State wrapped up yesterday. The Festival Committee asked me to run the judges' table, which meant I was the one fielding questions, distributing ballots, and checking said ballots after every round for errors, missing information, rule violations, suspicious judging, etc. The meet director said she specifically put me there because when I worked that position at her meet I was "on top of it and kept the judges in line and accountable." Which means 1) I read fast and accurately, 2) I'm a stickler for rules, 3) I'm not afraid to ask people to fix things or confront issues, and 4) I'm actually pretty good at doing those things politely. Enough so that at the State meet Friday night the head dude from CHSAA (the state activities/athletics governing board) watched me power through questions and issues with six or seven people in less than a minute all the while maintaining a cheery. professional demeanor (or what I think of as my "Relief Society President Voice"), then shook his head when things calmed down and said, "Wow.
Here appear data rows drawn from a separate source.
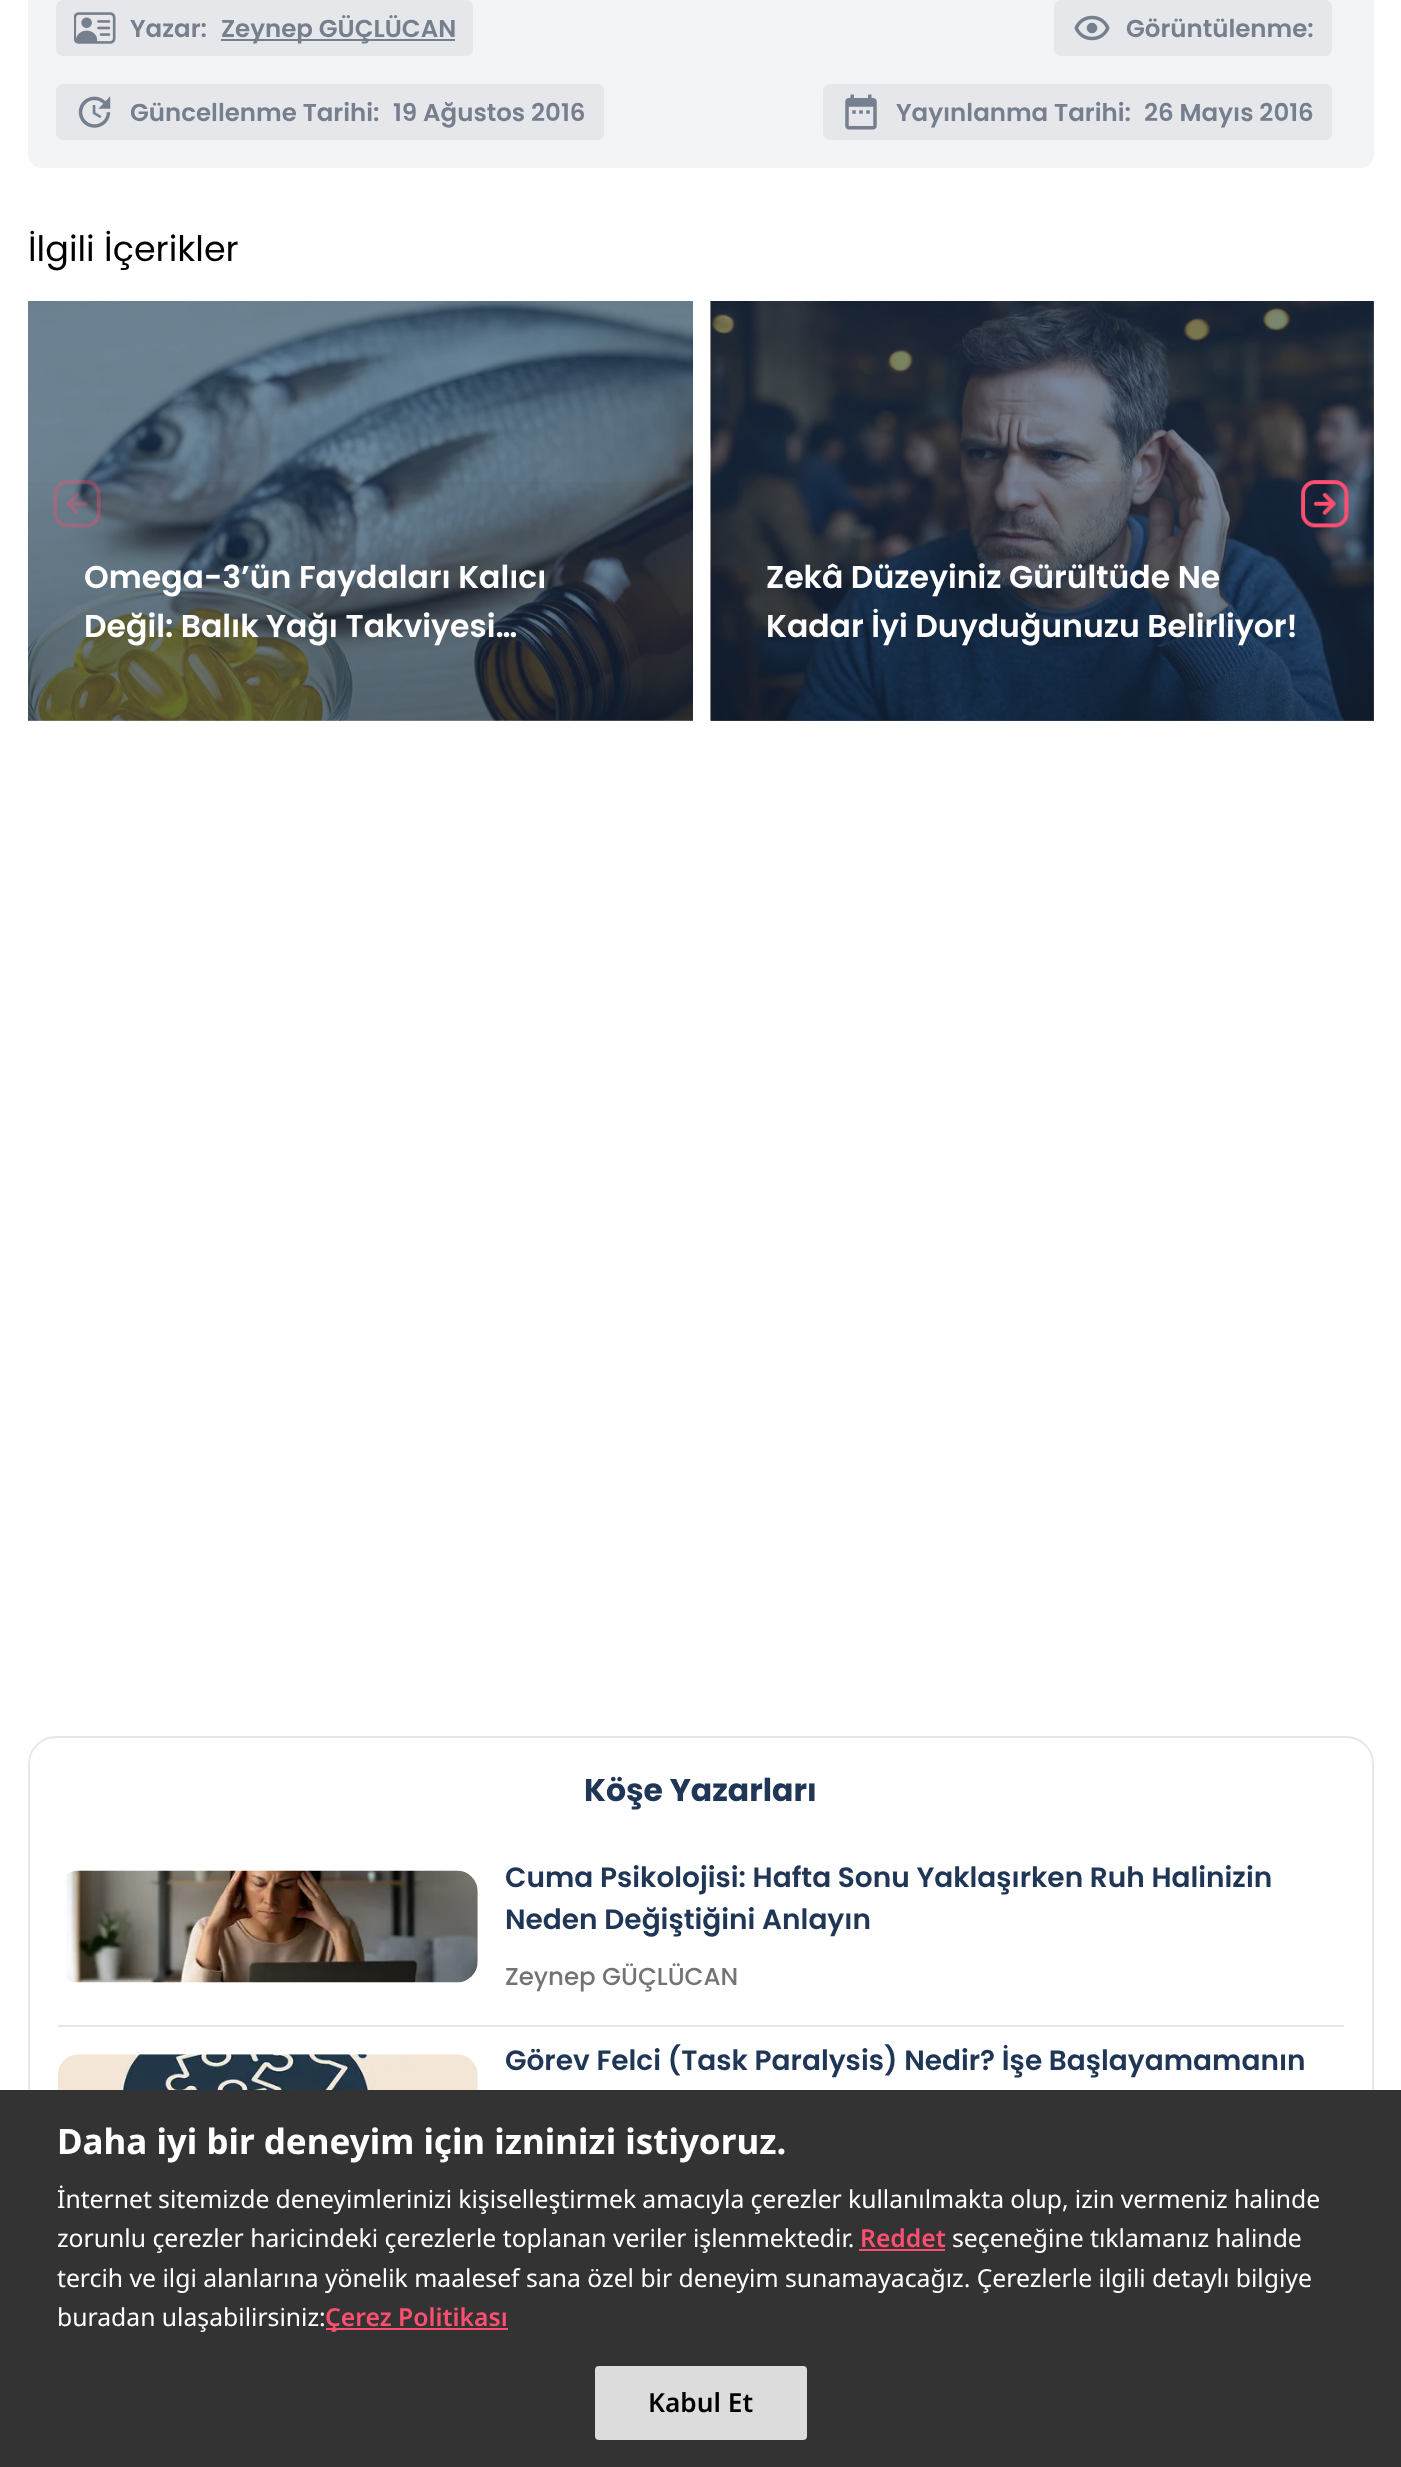 <svg xmlns="http://www.w3.org/2000/svg" width="1401" height="2467">
	<defs>
		<linearGradient id="g1" gradientUnits="userSpaceOnUse" x1="361" y1="453" x2="361" y2="721"><stop offset="0" stop-color="#000000" stop-opacity="0" /><stop offset="1" stop-color="#000000" stop-opacity="0.2" /></linearGradient>
		<linearGradient id="g2" gradientUnits="userSpaceOnUse" x1="1042" y1="453" x2="1042" y2="721"><stop offset="0" stop-color="#000000" stop-opacity="0" /><stop offset="1" stop-color="#000000" stop-opacity="0.2" /></linearGradient>
	</defs>
	<rect width="100%" height="100%" fill="#FFFFFF" />
	<rect x="711" y="301" width="663" height="420" fill="#79869A" />
	<rect x="28" y="-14" width="1346" height="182" rx="14" fill="#F3F4F6" />
	<rect x="56" y="0" width="417" height="56" rx="7" fill="#E5E7EB" />
	<image x="74" y="12" width="42" height="32" href="assets/img1.png" />
	<text x="130" y="37" font-family="Poppins" font-size="24.5" font-weight="600" fill="#767F8D">Yazar:</text>
	<rect x="221" y="39" width="234" height="2" fill="#767F8D" />
	<text x="221" y="37" font-family="Poppins" font-size="24.5" font-weight="600" fill="#767F8D">Zeynep GÜÇLÜCAN</text>
	<rect x="1054" y="0" width="278" height="56" rx="7" fill="#E5E7EB" />
	<image x="1074" y="15" width="36" height="26" href="assets/img2.png" />
	<text x="1126" y="37" font-family="Poppins" font-size="24.5" font-weight="600" fill="#767F8D">Görüntülenme:</text>
	<rect x="56" y="84" width="548" height="56" rx="7" fill="#E5E7EB" />
	<image x="78" y="96" width="33" height="32" href="assets/img3.png" />
	<g font-family="Poppins" font-size="24.5" font-weight="600" fill="#767F8D">
		<text x="130" y="121">Güncellenme Tarihi:</text>
		<text x="393" y="121">19 Ağustos 2016</text>
	</g>
	<rect x="823" y="84" width="509" height="56" rx="7" fill="#E5E7EB" />
	<image x="845" y="94" width="32" height="36" href="assets/img4.png" />
	<g font-family="Poppins" font-size="24.5" font-weight="600" fill="#767F8D">
		<text x="896" y="121">Yayınlanma Tarihi:</text>
		<text x="1144" y="121">26 Mayıs 2016</text>
	</g>
	<text x="28" y="261" font-family="Poppins" font-size="35" fill="#000000">İlgili İçerikler</text>
	<image x="28" y="301" width="665" height="420" href="assets/img7.png" />
	<rect x="28" y="482" width="665" height="239" fill="url(#g1)" />
	<image x="53" y="480" width="48" height="48" href="assets/img5.png" />
	<image x="710" y="301" width="664" height="420" href="assets/img8.png" />
	<rect x="711" y="482" width="663" height="239" fill="url(#g2)" />
	<image x="1301" y="480" width="48" height="48" href="assets/img6.png" />
	<g font-family="Poppins" font-size="31.5" font-weight="600" fill="#FFFFFF">
		<text x="84" y="588">Omega-3’ün Faydaları Kalıcı</text>
		<text x="84" y="637">Değil: Balık Yağı Takviyesi…</text>
		<text x="766" y="588">Zekâ Düzeyiniz Gürültüde Ne</text>
		<text x="766" y="637">Kadar İyi Duyduğunuzu Belirliyor!</text>
	</g>
	<rect x="29" y="1737" width="1344" height="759" rx="27" fill="none" stroke="#E5E7EB" stroke-width="2" />
	<text x="584" y="1801" font-family="Poppins" font-size="31.5" font-weight="700" fill="#203656">Köşe Yazarları</text>
	<rect x="58" y="2025" width="1286" height="2" fill="#E5E7EB" />
	<image x="65" y="1870" width="413" height="113" href="assets/img9.png" />
	<g font-family="Poppins" font-size="28" font-weight="600" fill="#203656">
		<text x="505" y="1887">Cuma Psikolojisi: Hafta Sonu Yaklaşırken Ruh Halinizin</text>
		<text x="505" y="1929">Neden Değiştiğini Anlayın</text>
	</g>
	<text x="505" y="1985" font-family="Poppins" font-size="24.5" font-weight="500" fill="#747474">Zeynep GÜÇLÜCAN</text>
	<image x="58" y="2054" width="420" height="36" href="assets/img10.png" />
	<text x="505" y="2070" font-family="Poppins" font-size="28" font-weight="600" fill="#203656">Görev Felci (Task Paralysis) Nedir? İşe Başlayamamanın</text>
	<rect x="0" y="2090" width="1401" height="377" fill="#333333" />
	<text x="57" y="2154" font-family="Noto Sans" font-size="35" font-weight="700" fill="#FFFFFF">Daha iyi bir deneyim için izninizi istiyoruz.</text>
	<g font-family="Noto Sans" font-size="24.72" fill="#FFFFFF">
		<text x="57" y="2208" word-spacing="-0.25">İnternet sitemizde deneyimlerinizi kişiselleştirmek amacıyla çerezler kullanılmakta olup, izin vermeniz halinde</text>
		<text x="57" y="2247">zorunlu çerezler haricindeki çerezlerle toplanan veriler işlenmektedir.</text>
	</g>
	<text x="860" y="2247" font-family="Noto Sans" font-size="24.72" font-weight="600" fill="#FE4F70">Reddet</text>
	<rect x="859" y="2249" width="86" height="2" fill="#FE4F70" />
	<g font-family="Noto Sans" font-size="24.72" fill="#FFFFFF">
		<text x="952" y="2247">seçeneğine tıklamanız halinde</text>
		<text x="57" y="2287">tercih ve ilgi alanlarına yönelik maalesef sana özel bir deneyim sunamayacağız. Çerezlerle ilgili detaylı bilgiye</text>
		<text x="57" y="2326">buradan ulaşabilirsiniz:</text>
	</g>
	<rect x="326" y="2328" width="182" height="2" fill="#FE4F70" />
	<text x="325" y="2326" font-family="Noto Sans" font-size="24.72" font-weight="600" fill="#FE4F70">Çerez Politikası</text>
	<rect x="595" y="2366" width="212" height="74" rx="4" fill="#DCDCDC" />
	<text x="648" y="2412" font-family="Noto Sans" font-size="26.25" font-weight="600" fill="#000000">Kabul Et</text>
</svg>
You're really good at that."
My students did well. We had 19 competing, and 16 broke semi-finals or finals. We took Best in State in two events (out of 11). The Duet Drama scene was a cutting from Sarah Ruhl's Eurydice, one of the top plays on my "never-seen-but-really-want-to" list. It was performed by a sophomore boy and a senior girl, and they really do a good job with it. We worked in a lot of creepy voicework and dance-y moves, which always go over well with the drama judges. The same sophomore boy also took Best in State for his Poetry performance of three songs from "Flight of the Concordes." It was a risk to have him run with humorous poems, and there were times this season when more traditional judges really didn't like them; but it paid off in the end, especially given that Poetry was this year's hot event with over 40 competitors in the category.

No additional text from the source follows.